To profile the memory usage of MaxScale, there are multiple options. The following sections describe the methods that are available.

If a problem in memory usage is identified and it appears to be due to a bug in MaxScale, please open a new bug report on the MariaDB Jira under the MaxScale project. Remember to include all the profiling and leak check reports along with the MaxScale version number and the configuration file with all password and other sensitive information removed.

Debug Binaries

The easiest option is to install the MaxScale debug binaries which are built with AddressSanitizer and LeakSanitizer enabled. These are low-impact instrumentation tools that detect memory access errors as well as memory leaks.

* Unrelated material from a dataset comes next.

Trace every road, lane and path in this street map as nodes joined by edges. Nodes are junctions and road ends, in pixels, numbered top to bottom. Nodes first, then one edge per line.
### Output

Once installed, make sure that the maxlog parameter is not disabled and then start MaxScale. Let it run until the memory usage grows beyond normal limits and then shut MaxScale down with systemctl stop maxscale.service. The MaxScale log should contain a verbose explanation of where memory leaks occurred, if any were found.

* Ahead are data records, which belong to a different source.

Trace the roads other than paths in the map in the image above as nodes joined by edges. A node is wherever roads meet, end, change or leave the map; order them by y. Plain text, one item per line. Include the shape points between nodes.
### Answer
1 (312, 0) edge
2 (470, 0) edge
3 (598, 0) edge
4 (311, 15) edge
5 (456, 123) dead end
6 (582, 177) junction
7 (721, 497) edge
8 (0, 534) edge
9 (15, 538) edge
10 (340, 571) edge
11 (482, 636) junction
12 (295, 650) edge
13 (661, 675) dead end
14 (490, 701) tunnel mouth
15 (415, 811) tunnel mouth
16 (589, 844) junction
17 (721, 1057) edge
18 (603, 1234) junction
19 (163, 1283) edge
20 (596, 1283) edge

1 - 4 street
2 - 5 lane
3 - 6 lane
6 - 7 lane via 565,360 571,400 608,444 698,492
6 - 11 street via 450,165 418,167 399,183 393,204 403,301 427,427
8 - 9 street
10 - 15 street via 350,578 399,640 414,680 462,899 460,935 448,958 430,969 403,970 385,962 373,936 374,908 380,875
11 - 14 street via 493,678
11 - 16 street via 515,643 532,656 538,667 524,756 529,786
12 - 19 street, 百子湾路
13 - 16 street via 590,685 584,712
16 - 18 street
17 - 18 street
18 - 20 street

BPF Compiler Collection (bcc)

The bcc toolkit comes with the memleak program that traces outstanding memory allocations. This is a very convenient way of debugging high memory usage as it'll immediately show where the memory is allocated at.

The tool will print output once every five seconds with the stacktraces that have the most open allocations. To help analyze excessive memory usage, collect the output of the memleak program for at least 60 seconds. Use Ctrl+C to interrupt the collection of the traces.

RHEL, CentOS, Rocky Linux and Fedora

On RHEL based systems, the package is named bcc-tools. After installing it, use the following command to profile the memory usage:

sudo /usr/share/bcc/tools/memleak -p $(pidof maxscale) | tee memleak.log

Ubuntu and Debian

On Ubuntu/Debian the package is named bpfcc-tools. After installing it, use the following command to profile the memory usage:

sudo memleak-bpfcc -p $(pidof maxscale) | tee memleak.log

Jemalloc Heap Profiling

Jemalloc is an alternative to the default glibc memory allocator. It is capable of analyzing the heap memory usage of a process which allows it to be used to detect all sorts of memory usage problems with a lower overhead compared to tools like Valgrind. Unlike the ASAN and LSAN sanitizers, it is capable of detecting cases where memory doesn't actually leak but keeps growing with no upper limit (e.g. items get appended to a list but are never removed).

Ubuntu and Debian

To enable jemalloc, the packages for it must be first installed from the system repositories. Ubuntu 20.04 requires the following packages to be installed for jemalloc profiling:

apt-get -y install libjemalloc2 libjemalloc-dev binutils graphviz ghostscript gv

Configuring MaxScale for Jemalloc Heap Profiling

Once installed, edit /lib/systemd/system/maxscale.service and add the following two lines into the [Service] section.

Environment=MALLOC_CONF=prof:true,prof_leak:true,prof_gdump:true,lg_prof_sample:18,prof_prefix:/var/log/maxscale/jeprof
Environment=LD_PRELOAD=/usr/lib/x86_64-linux-gnu/libjemalloc.so.2

Then run systemctl daemon-reload and restart MaxScale with systemctl restart maxscale.service.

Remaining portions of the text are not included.